**Instructions for the task:**
Please count the lines in the entries below that include the word "joint", and give only the number.

**Material provided:**
-=-=-=-=-

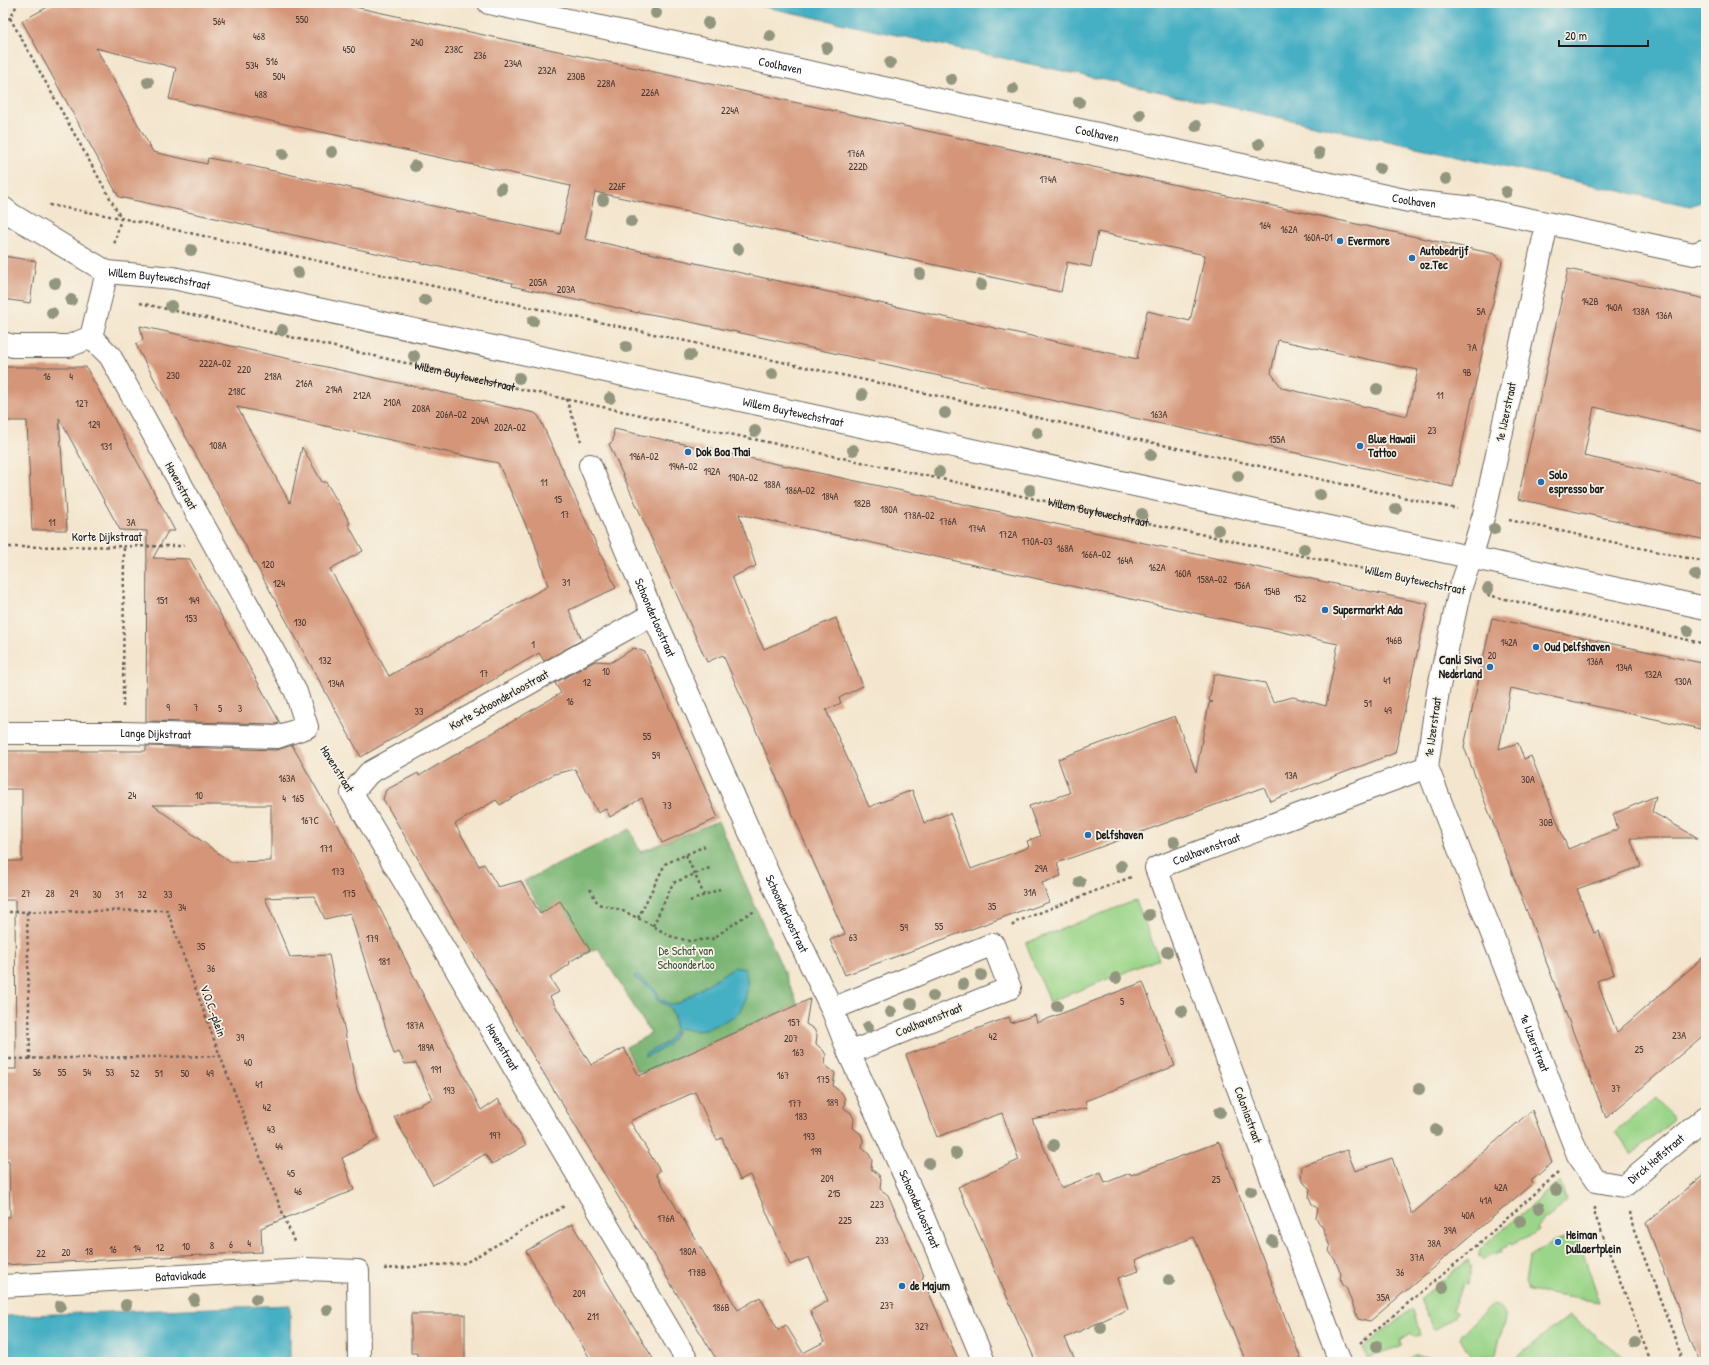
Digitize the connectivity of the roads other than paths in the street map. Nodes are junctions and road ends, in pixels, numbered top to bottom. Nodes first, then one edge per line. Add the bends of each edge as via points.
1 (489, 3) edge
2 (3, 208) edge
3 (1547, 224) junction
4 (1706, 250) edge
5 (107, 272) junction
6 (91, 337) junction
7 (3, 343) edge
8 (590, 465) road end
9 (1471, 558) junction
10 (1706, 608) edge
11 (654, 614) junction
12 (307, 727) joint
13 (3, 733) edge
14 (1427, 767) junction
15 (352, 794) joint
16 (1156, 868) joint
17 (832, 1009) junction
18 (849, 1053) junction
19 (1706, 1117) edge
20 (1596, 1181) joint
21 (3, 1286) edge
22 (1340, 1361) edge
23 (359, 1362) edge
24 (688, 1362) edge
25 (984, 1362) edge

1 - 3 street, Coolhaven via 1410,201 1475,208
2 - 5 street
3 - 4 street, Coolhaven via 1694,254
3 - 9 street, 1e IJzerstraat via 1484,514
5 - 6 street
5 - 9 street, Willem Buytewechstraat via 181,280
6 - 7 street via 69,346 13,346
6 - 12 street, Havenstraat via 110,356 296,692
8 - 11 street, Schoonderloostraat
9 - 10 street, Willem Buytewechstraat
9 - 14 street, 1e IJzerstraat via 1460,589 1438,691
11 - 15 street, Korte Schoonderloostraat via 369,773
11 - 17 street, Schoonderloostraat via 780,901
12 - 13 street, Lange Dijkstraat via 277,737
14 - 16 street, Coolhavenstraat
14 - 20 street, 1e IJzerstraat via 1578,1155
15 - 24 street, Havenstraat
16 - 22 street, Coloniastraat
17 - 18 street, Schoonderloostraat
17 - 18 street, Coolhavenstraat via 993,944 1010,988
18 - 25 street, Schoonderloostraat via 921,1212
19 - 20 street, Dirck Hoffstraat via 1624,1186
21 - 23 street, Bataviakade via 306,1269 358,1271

-=-=-=-=-

**Answer to the exercise:**
4